Heymans aveva dormito male quella notte: aveva passato diverse ore a rigirarsi nel letto e anche quando il sonno era arrivato era stato tormentato e ben poco riposante. Aveva accolto con piacere il momento della sveglia e aveva immediatamente aperto le imposte per permettere alla luce del mattino di allontanare gli ultimi residui di quella notte da dimenticare.
Se qualcuno gli avesse chiesto cosa aveva sognato non sarebbe stato in grado di rispondere: erano immagini confuse, così come le voci. L’unica cosa che gli era rimasta impressa era una sgradevole sensazione di incompiuto. Come se avesse cercato di risolvere un rompicapo senza però arrivare alla soluzione nel tempo a disposizione.
“Che faccia – commentò Arthur, quando lo vide scendere nella sala della colazione – dormito male?”
“Poco e niente e quel poco male” ammise il rosso, sedendosi al suo posto e versandosi un’abbondante tazza di caffè.
“Problemi con il pranzo per festeggiare Roy? – gli chiese l’altro, spalmando il burro sul suo pane tostato – a volte è quella la causa di un sonno agitato”.
“Ma no, lì è andato tutto bene e quel ristorante è ormai collaudato” Heymans allontanò quell’opzione con un gesto della mano.
No, ieri quello che l’aveva turbato tanto non era il pranzo con i suoi amici che, anzi, era andato più che splendidamente.

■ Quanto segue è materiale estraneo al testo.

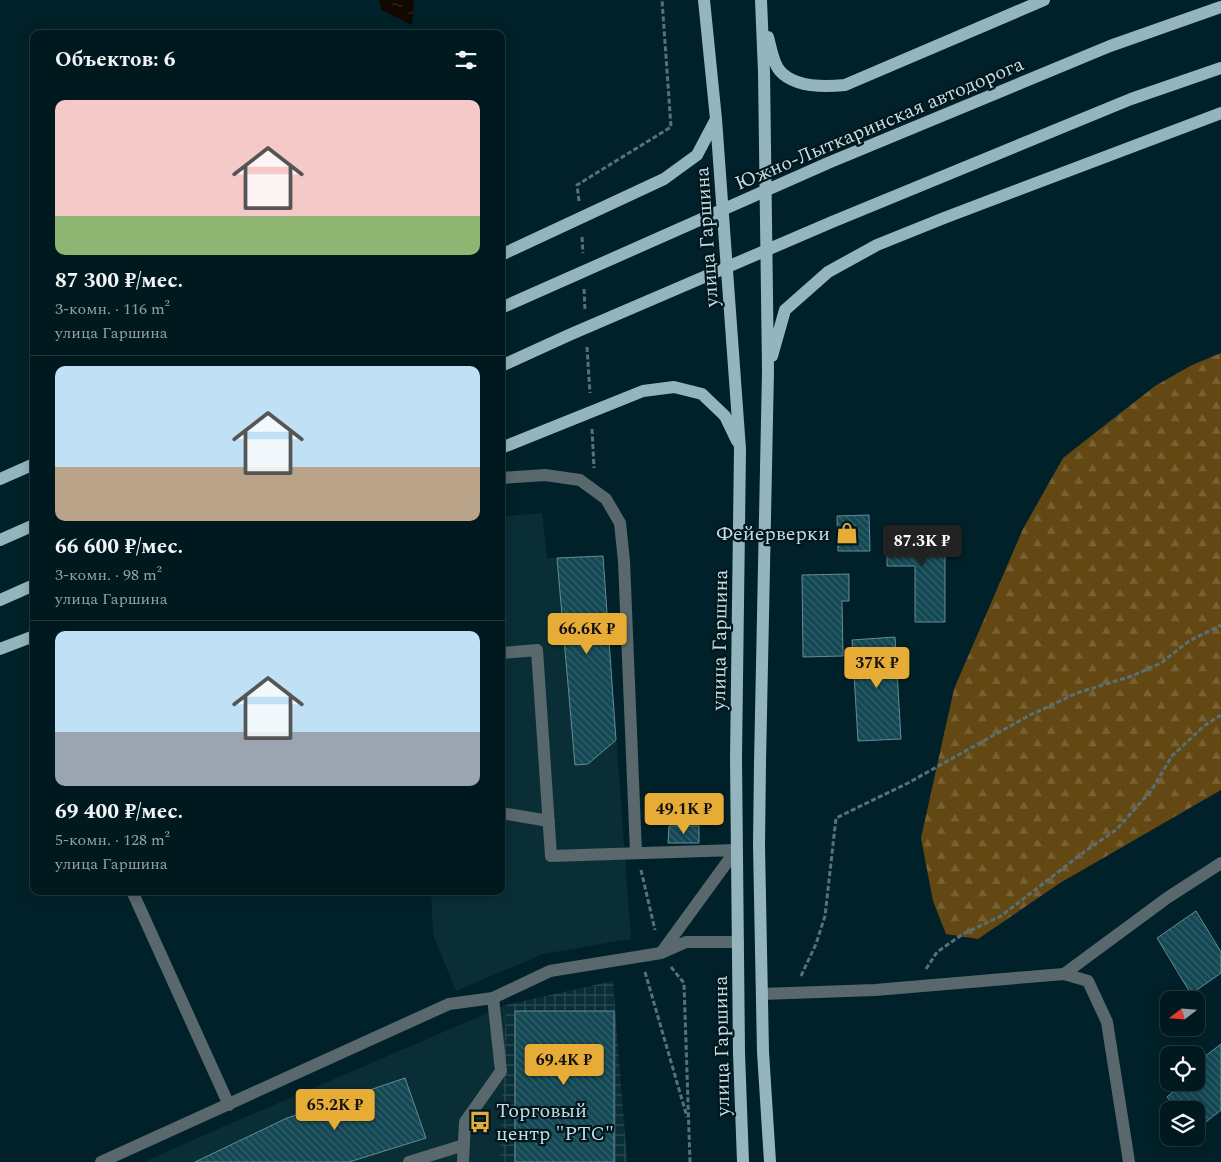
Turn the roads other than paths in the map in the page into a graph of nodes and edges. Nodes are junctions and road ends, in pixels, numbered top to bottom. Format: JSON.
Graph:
{"nodes":[{"id":1,"x":704,"y":0,"type":"edge"},
{"id":2,"x":761,"y":0,"type":"edge"},
{"id":3,"x":1044,"y":0,"type":"edge"},
{"id":4,"x":1221,"y":8,"type":"edge"},
{"id":5,"x":763,"y":18,"type":"junction"},
{"id":6,"x":1221,"y":68,"type":"edge"},
{"id":7,"x":1221,"y":113,"type":"edge"},
{"id":8,"x":716,"y":119,"type":"junction"},
{"id":9,"x":505,"y":252,"type":"edge"},
{"id":10,"x":505,"y":306,"type":"edge"},
{"id":11,"x":505,"y":364,"type":"edge"},
{"id":12,"x":768,"y":370,"type":"junction"},
{"id":13,"x":505,"y":446,"type":"edge"},
{"id":14,"x":740,"y":449,"type":"junction"},
{"id":15,"x":30,"y":466,"type":"edge"},
{"id":16,"x":505,"y":478,"type":"edge"},
{"id":17,"x":0,"y":479,"type":"edge"},
{"id":18,"x":30,"y":527,"type":"edge"},
{"id":19,"x":0,"y":540,"type":"edge"},
{"id":20,"x":30,"y":587,"type":"edge"},
{"id":21,"x":0,"y":600,"type":"edge"},
{"id":22,"x":30,"y":638,"type":"edge"},
{"id":23,"x":0,"y":649,"type":"edge"},
{"id":24,"x":505,"y":652,"type":"edge"},
{"id":25,"x":505,"y":814,"type":"edge"},
{"id":26,"x":549,"y":821,"type":"junction"},
{"id":27,"x":736,"y":850,"type":"junction"},
{"id":28,"x":636,"y":853,"type":"junction"},
{"id":29,"x":1221,"y":863,"type":"edge"},
{"id":30,"x":134,"y":895,"type":"edge"},
{"id":31,"x":738,"y":942,"type":"junction"},
{"id":32,"x":661,"y":953,"type":"junction"},
{"id":33,"x":1064,"y":974,"type":"junction"},
{"id":34,"x":762,"y":994,"type":"junction"},
{"id":35,"x":493,"y":998,"type":"junction"},
{"id":36,"x":229,"y":1105,"type":"junction"},
{"id":37,"x":464,"y":1144,"type":"junction"},
{"id":38,"x":769,"y":1144,"type":"junction"},
{"id":39,"x":101,"y":1162,"type":"edge"},
{"id":40,"x":409,"y":1162,"type":"edge"},
{"id":41,"x":463,"y":1162,"type":"edge"},
{"id":42,"x":743,"y":1162,"type":"edge"},
{"id":43,"x":770,"y":1162,"type":"edge"},
{"id":44,"x":778,"y":1162,"type":"edge"},
{"id":45,"x":1129,"y":1162,"type":"edge"}],
"edges":[{"from":1,"to":8,"type":"main road","name":"улица Гаршина"},
{"from":2,"to":5,"type":"main road","name":"улица Гаршина"},
{"from":3,"to":5,"type":"main road"},
{"from":4,"to":10,"type":"main road","name":"Южно-Лыткаринская автодорога"},
{"from":5,"to":12,"type":"main road","name":"улица Гаршина"},
{"from":6,"to":11,"type":"main road"},
{"from":7,"to":12,"type":"main road"},
{"from":8,"to":9,"type":"main road"},
{"from":8,"to":14,"type":"main road","name":"улица Гаршина"},
{"from":12,"to":34,"type":"main road","name":"улица Гаршина"},
{"from":13,"to":14,"type":"main road"},
{"from":14,"to":27,"type":"main road","name":"улица Гаршина"},
{"from":15,"to":17,"type":"main road"},
{"from":16,"to":28,"type":"lane"},
{"from":18,"to":19,"type":"main road"},
{"from":20,"to":21,"type":"main road"},
{"from":22,"to":23,"type":"main road"},
{"from":24,"to":26,"type":"lane"},
{"from":25,"to":26,"type":"lane"},
{"from":26,"to":28,"type":"lane"},
{"from":27,"to":28,"type":"lane"},
{"from":27,"to":31,"type":"main road","name":"улица Гаршина"},
{"from":27,"to":32,"type":"lane"},
{"from":29,"to":33,"type":"lane"},
{"from":30,"to":36,"type":"lane"},
{"from":31,"to":32,"type":"lane"},
{"from":31,"to":42,"type":"main road","name":"улица Гаршина"},
{"from":32,"to":35,"type":"lane"},
{"from":33,"to":34,"type":"lane"},
{"from":33,"to":45,"type":"lane"},
{"from":34,"to":38,"type":"main road","name":"улица Гаршина"},
{"from":35,"to":36,"type":"lane"},
{"from":35,"to":37,"type":"lane"},
{"from":36,"to":39,"type":"lane"},
{"from":37,"to":40,"type":"lane"},
{"from":37,"to":41,"type":"lane"},
{"from":38,"to":43,"type":"main road","name":"улица Гаршина"},
{"from":38,"to":44,"type":"lane"}]}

Ciò che gli aveva procurato quella strana sensazione era quella ragazza con cui stava parlando Kain all’uscita della cerimonia. Non la conosceva, di questo era sicuro, eppure era stato come avere uno strano dejà-vu: come se quegli occhi grigi avessero avuto il potere di risvegliare in lui qualcosa.
Si era trattenuto dal parlarne con Kain durante il pranzo, del resto che cosa gli avrebbe potuto dire? Non aveva senso improntare un discorso su delle semplici sensazioni.
“… ti ho chiesto quali sono i tuoi impegni per oggi…” lo riscosse Arthur.
“Impegni? Ah già… beh, stamane ho intenzione di andare in biblioteca a studiare. Di pomeriggio riaccompagno Vato e la sua famiglia a prendere il treno e penso che mi farò un giretto assieme a Kain, più o meno siamo rimasti d’accordo così”.
“Ottimo, allora possiamo andare assieme in biblioteca”.
 
Fortunatamente Arthur aveva dalla sua anche una spiccata sensibilità, almeno quando voleva. Quindi, per quanto la maggior parte delle volte fosse sfacciato e poco propenso alla riservatezza, fu abbastanza accorto nel non indagare oltre sull’umore strano del suo amico.
Heymans fu profondamente grato di questa delicatezza: se c’era una cosa che detestava era quando qualcuno si intrometteva nelle sue riflessioni personali. In questi casi solo Jean poteva permettersi di intervenire, ma solo con determinate e collaudate dinamiche.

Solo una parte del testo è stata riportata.